こうしてアルフィミィは姿を消した。同時にアインスト達も。後には呆然とするロンド=ベルの面々だけが残されることになってしまった。
「何だっていうんだよ」
「さあ」
ラウルに対してフィオナが応える。
「キョウスケさん達にもわからないのにあたし達がわかったら凄いわよ」
「それはそうだけれどよ」
「ただ。引っ掛かるわね」
フィオナはここで眉を顰めさせた。
「今までのあの娘の言葉。何だか」
「訳わかんなかったぜ」
「だからよ」
フィオナはそこにこそ引っ掛かっていたのだ。
「絶対に何かあるわ」
「訳わかんねえこと書いてある本は大抵中身はねえぜ」
「それは日本の思想家や小説家のことですね」
ラージがすかさず突っ込みを入れる。
「ですからあまり参考には」
「おっ、そうなのか」
「まああたしは哲学は知らないけれど」
ここがフィオナらしい。ラウルも同じだが。
「今回はそういうのじゃなくて。あからさまに何かありそうよ」
「裏があるってのかよ」
「そうよ。それもかなりのがね」
語る目が光っていた。
「まだそれが何なのかは全然見えていないけれど」
「訳わかんねえままってことかよ」
「ええ。果たして何を考えてるかよ」
それをまた兄に語る。
「それも全然わかっていないけれど。それでもね」
「それとだ」
今度はリーが口を開いた。
「すぐにアレクサンドリアに戻るぞ」
「えっ、もう!?」
「もうですか」
「あの娘の言葉を思い出せ」
リーはその持ち前の鋭さを遺憾なく発揮していた。
「言っていたな。今頃は、と」
「あっ、それですか」
「そうだ、それだ」
ミヒロに対して答える。
「おそらく今頃アインストが向かっている。早く戻らなければ大変なことになる」
「連邦軍の部隊は?」
「当てにしてもねえ」
シンジにアスカが突っ込みを入れる。
「正直荷が重いでしょ。

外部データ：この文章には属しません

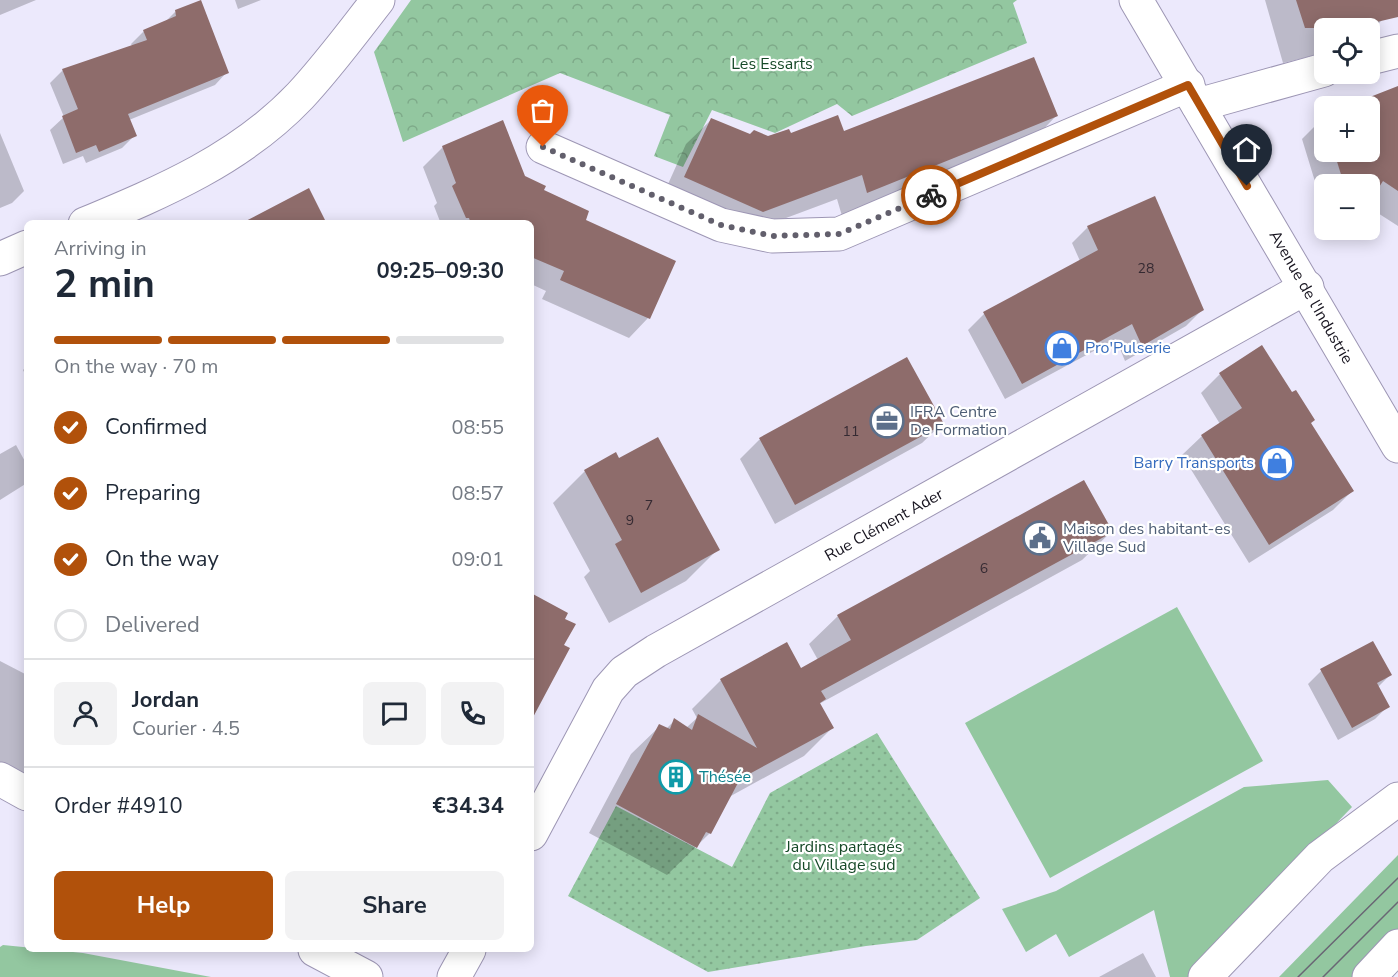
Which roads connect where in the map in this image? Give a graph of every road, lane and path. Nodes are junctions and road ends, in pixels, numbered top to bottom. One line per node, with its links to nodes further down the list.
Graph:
1 (378, 0): 8 (street)
2 (1136, 0): 6 (street, Avenue de l'Industrie)
3 (1398, 51): 4 (street)
4 (1380, 56)
5 (1314, 72): 6 (street)
6 (1193, 95): 7 (street); 11 (street, Avenue de l'Industrie)
7 (543, 147)
8 (94, 220)
9 (24, 249): 10 (street)
10 (0, 259)
11 (1307, 288): 12 (street, Avenue de l'Industrie); 16 (street, Rue Clément Ader)
12 (1398, 446)
13 (0, 779): 14 (street)
14 (24, 792)
15 (1398, 799): 22 (street)
16 (534, 828)
17 (1398, 946): 23 (street)
18 (319, 952): 20 (street)
19 (468, 952): 21 (street)
20 (366, 977)
21 (454, 977)
22 (1205, 977)
23 (1369, 977)

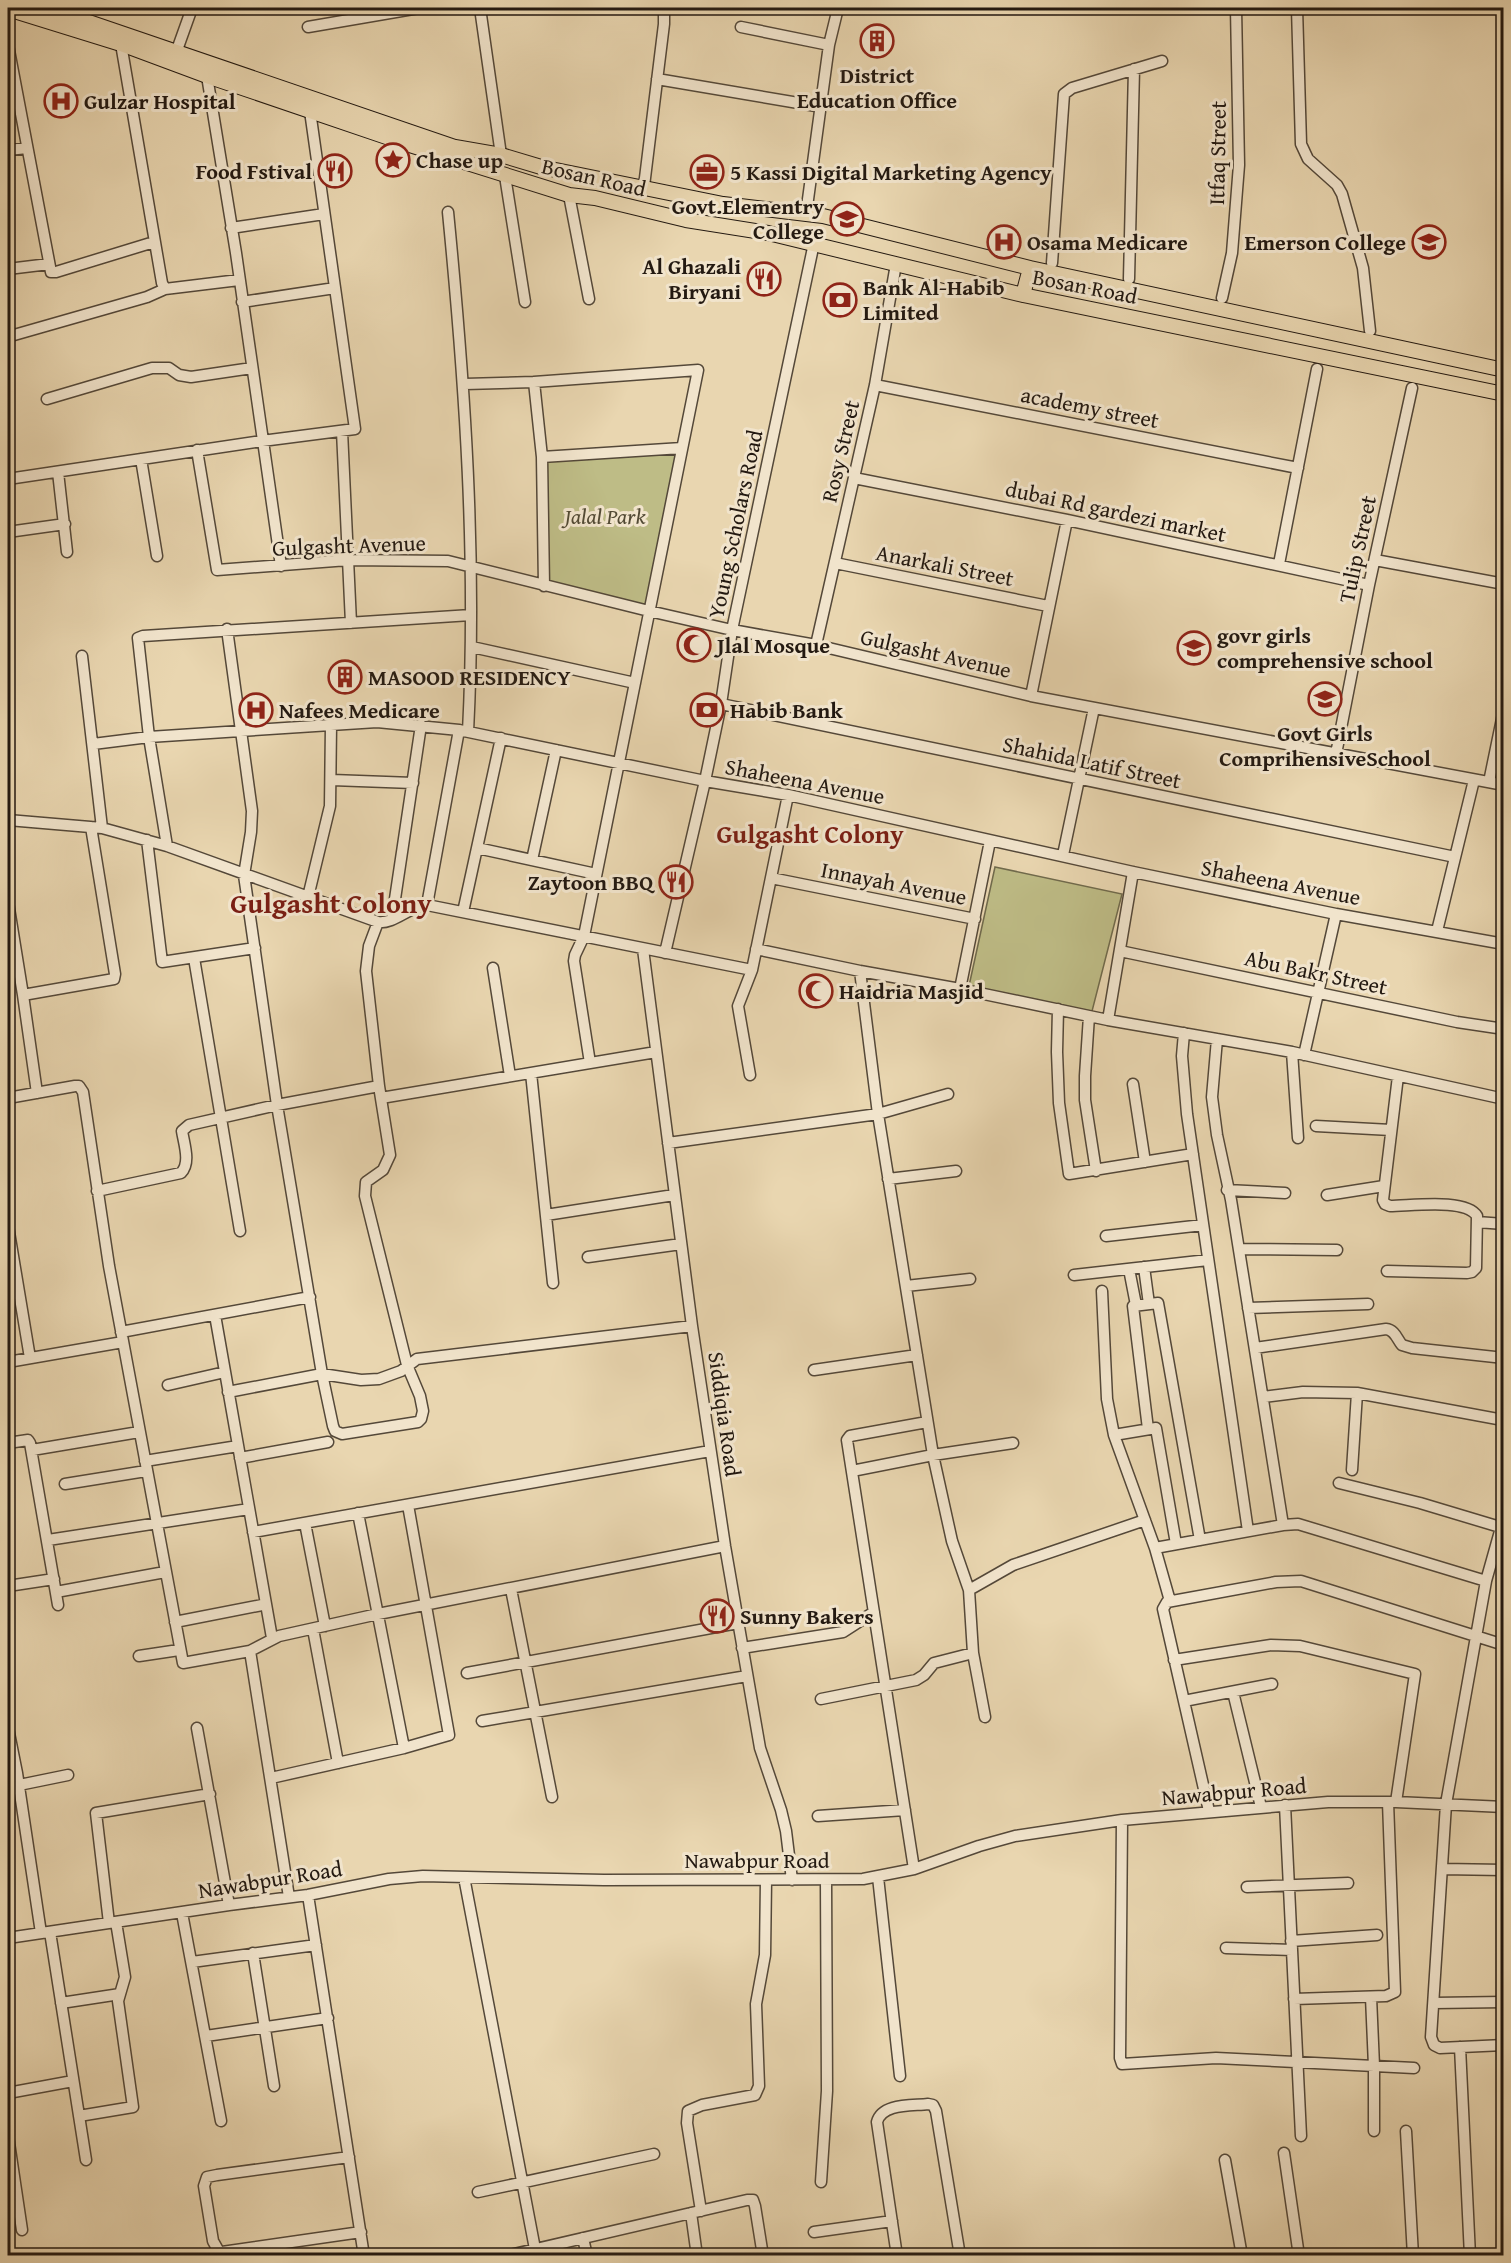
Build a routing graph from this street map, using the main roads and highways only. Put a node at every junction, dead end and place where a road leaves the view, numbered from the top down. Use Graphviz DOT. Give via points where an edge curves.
graph roads {
  1 [pos="48,8"];
  2 [pos="8,9"];
  3 [pos="1030,268"];
  4 [pos="1023,295"];
  5 [pos="1233,311"];
  6 [pos="1228,336"];
  7 [pos="1503,370"];
  8 [pos="1503,394"];
  1 -- 3 [label="main road, Bosan Road" via="445,144 723,204 823,216"];
  2 -- 4 [label="main road, Bosan Road" via="569,195 814,243"];
  3 -- 4 [label="main road"];
  3 -- 5 [label="main road, Bosan Road"];
  4 -- 6 [label="main road, Bosan Road"];
  5 -- 6 [label="main road"];
  5 -- 7 [label="main road, Bosan Road"];
  6 -- 8 [label="main road, Bosan Road"];
}
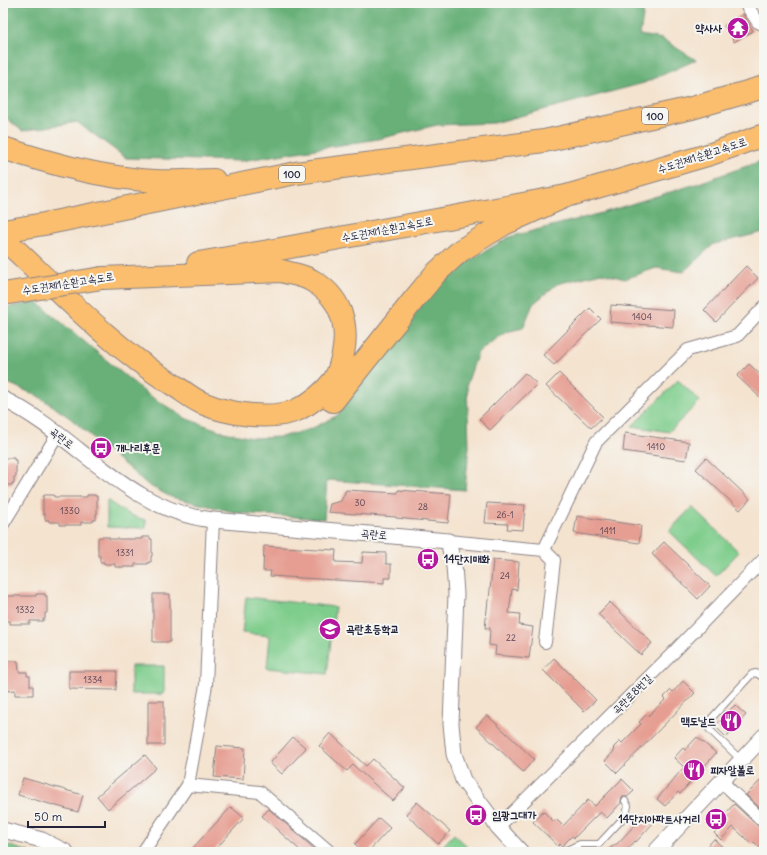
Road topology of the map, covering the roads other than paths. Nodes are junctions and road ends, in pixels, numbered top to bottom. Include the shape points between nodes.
1 (745, 3) edge
2 (764, 25) edge
3 (764, 86) edge
4 (764, 135) edge
5 (3, 148) edge
6 (296, 173) junction
7 (566, 196) junction
8 (3, 231) edge
9 (3, 238) edge
10 (3, 258) edge
11 (102, 278) junction
12 (3, 294) edge
13 (764, 306) edge
14 (3, 399) edge
15 (57, 435) junction
16 (213, 520) junction
17 (3, 524) edge
18 (448, 541) junction
19 (544, 550) junction
20 (764, 559) edge
21 (545, 642) dead end
22 (764, 678) edge
23 (764, 736) edge
24 (741, 760) junction
25 (722, 782) junction
26 (188, 785) junction
27 (625, 801) dead end
28 (764, 822) edge
29 (498, 827) junction
30 (3, 830) edge
31 (66, 852) edge
32 (143, 852) edge
33 (330, 852) edge
34 (521, 852) edge
35 (562, 852) edge
36 (655, 852) edge

1 - 2 street via 758,22
3 - 6 highway, 100 via 692,108 544,141
4 - 7 highway, 수도권제1순환고속도로 via 711,154
5 - 6 highway via 94,174 156,181 220,180
6 - 8 highway, 100
7 - 10 highway via 504,224 460,251 435,274 336,399 319,413 298,423 273,428 233,426 174,403 103,350
7 - 11 highway, 수도권제1순환고속도로 via 269,252
9 - 11 highway via 111,339 158,375 202,403 227,412 273,415 297,410 321,395 335,378 342,361 345,323 337,304 325,289 310,279 282,272
11 - 12 highway, 수도권제1순환고속도로, bridge
13 - 19 street via 737,336 688,350 596,442
14 - 15 street, 곡란로
15 - 16 street, 곡란로 via 155,503 175,512
15 - 17 street
16 - 18 street, 곡란로
16 - 26 street via 206,685
18 - 19 street
18 - 29 street via 454,566 456,594 451,724 454,754 463,780
19 - 21 street via 554,560
20 - 29 street, 곡란로8번길
22 - 24 lane via 756,673 752,674 709,721 710,729
23 - 24 street
24 - 25 street
25 - 28 street
25 - 36 street
26 - 32 street
26 - 33 street via 260,792
27 - 35 lane via 628,806 626,815 599,844 580,844
29 - 34 street
30 - 31 street via 42,840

相手はアインストよ」
「やっぱりそうなんだ」
「当たり前のこと言う暇あったらさっさと戦艦に戻りなさい」
アスカは少し急いていた。
「とにかくすぐに戻らないといけないんだからね」
「そうだね。それはね」
「そういうことよ。それじゃあ」
「全機すぐに戻って下さい」
マヤが伝える。
「そのうえでアレクサンドリアに戻りますので」
「了解」
「それじゃあすぐに」
「してやられたか」
キョウスケはハガネに入りながら呟いていた。
「今回は。あの女に」
「いえ。これは策略じゃないわ」
だがその彼にエクセレンが言うのだった。二人は同じ艦に戻っている。
「これはね。おそらくあの娘は」
「本音を語っているか」
「私はそう思うわ。けれど今はそれよりも」
「ああ。アレクサンドリアに戻る」
まずはこれであった。
「あれこれ言うよりも先にな」
「そういうことよ。それじゃあ」
「戻るぞ」
「了解、マイダーリン」
最後はいつものエクセレンであった。しかし。謎がまた謎を呼んでいた。それはロンド=ベルを薄く、だが何重にも囲んで包み込んでいたのであった。